Hailed as “an amazing exhibition of musical energy” by Langston Hughes, Gladys Bentley was a notable blues singer and provocateur.
In 1923, Bentley started her musical career as a teenager in Harlem, where she would play the piano at rent parties during the Prohibition era. In addition to being an impressive pianist, Bentley made her mark by performing covers of hit songs with gender-bent and explicit lyrics.
Bentley’s career took off in the late 1920s, when she was able to make it big on the nightclub circuit. She performed at the iconic gay speakeasy the Clam House and headlined at the Ubangi Club in the early 1930s, where she often performed with drag queens.
Throughout her career, Bentley was known for pushing the boundaries of race, gender and sexuality. She was famous for sporting a white tuxedo and top hat and having a raspy alto voice that meshed well with her suggestive lyrics. Bentley was also known to flirt with women in the audience.

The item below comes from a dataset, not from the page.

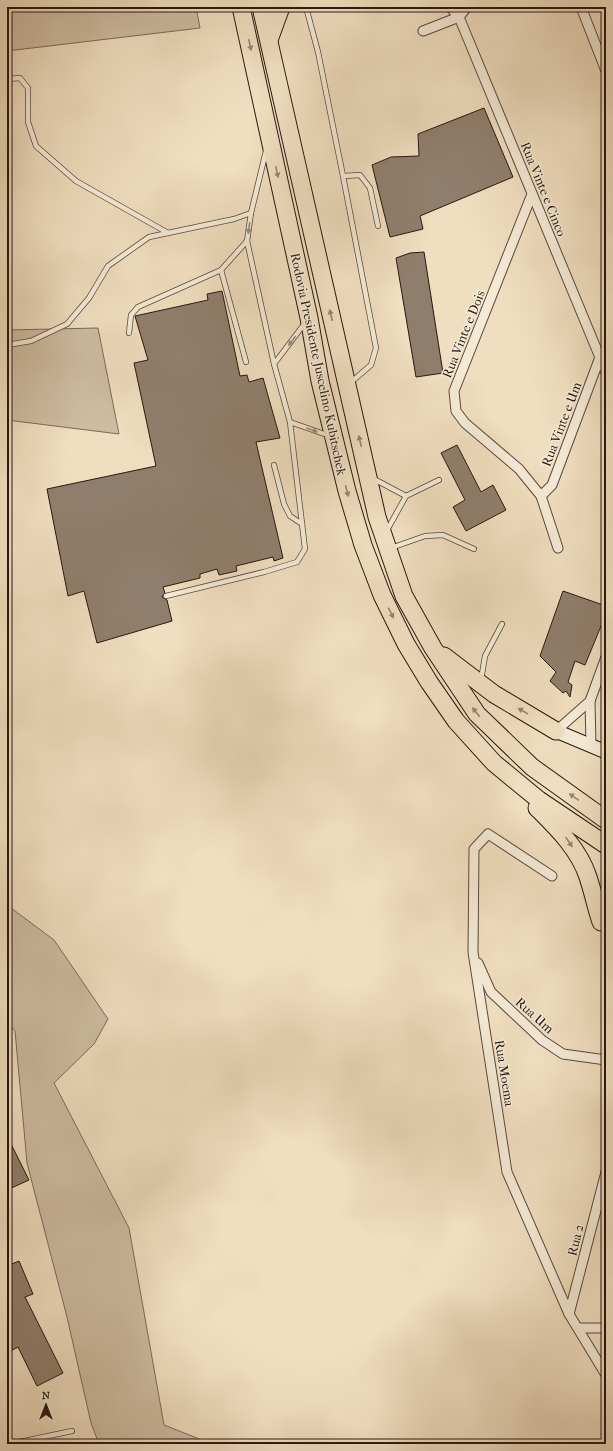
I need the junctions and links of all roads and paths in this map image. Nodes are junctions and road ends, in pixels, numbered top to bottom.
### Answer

Bentley’s rise to fame was a combination of talent and her unique ability to spin the press in her favour. Bentley would tell gossip columnists about her lesbian identity as a form of shock value, including a rumoured, and unofficial, marriage between herself and a white woman.
At the height of her career, Bentley was reportedly one of the highest-paid Black women in the U.S., but the end of Prohibition and the beginning of the Great Depression would curtail the artistic output of the Harlem Renaissance.
And due to the rise of McCarthyism in the 1950s, Bentley disavowed her queerness to salvage her career. In 1952, Bentley published the essay “I Am a Woman Again” in Ebony magazine, where she claimed she was “cured” of her lesbianism and that she was married to a man.
Bentley died in 1960 at the age of 52 due to pneumonia complications, but she is remembered today as a gender outlaw and reinventor during a time that wasn’t quite ready to accept her.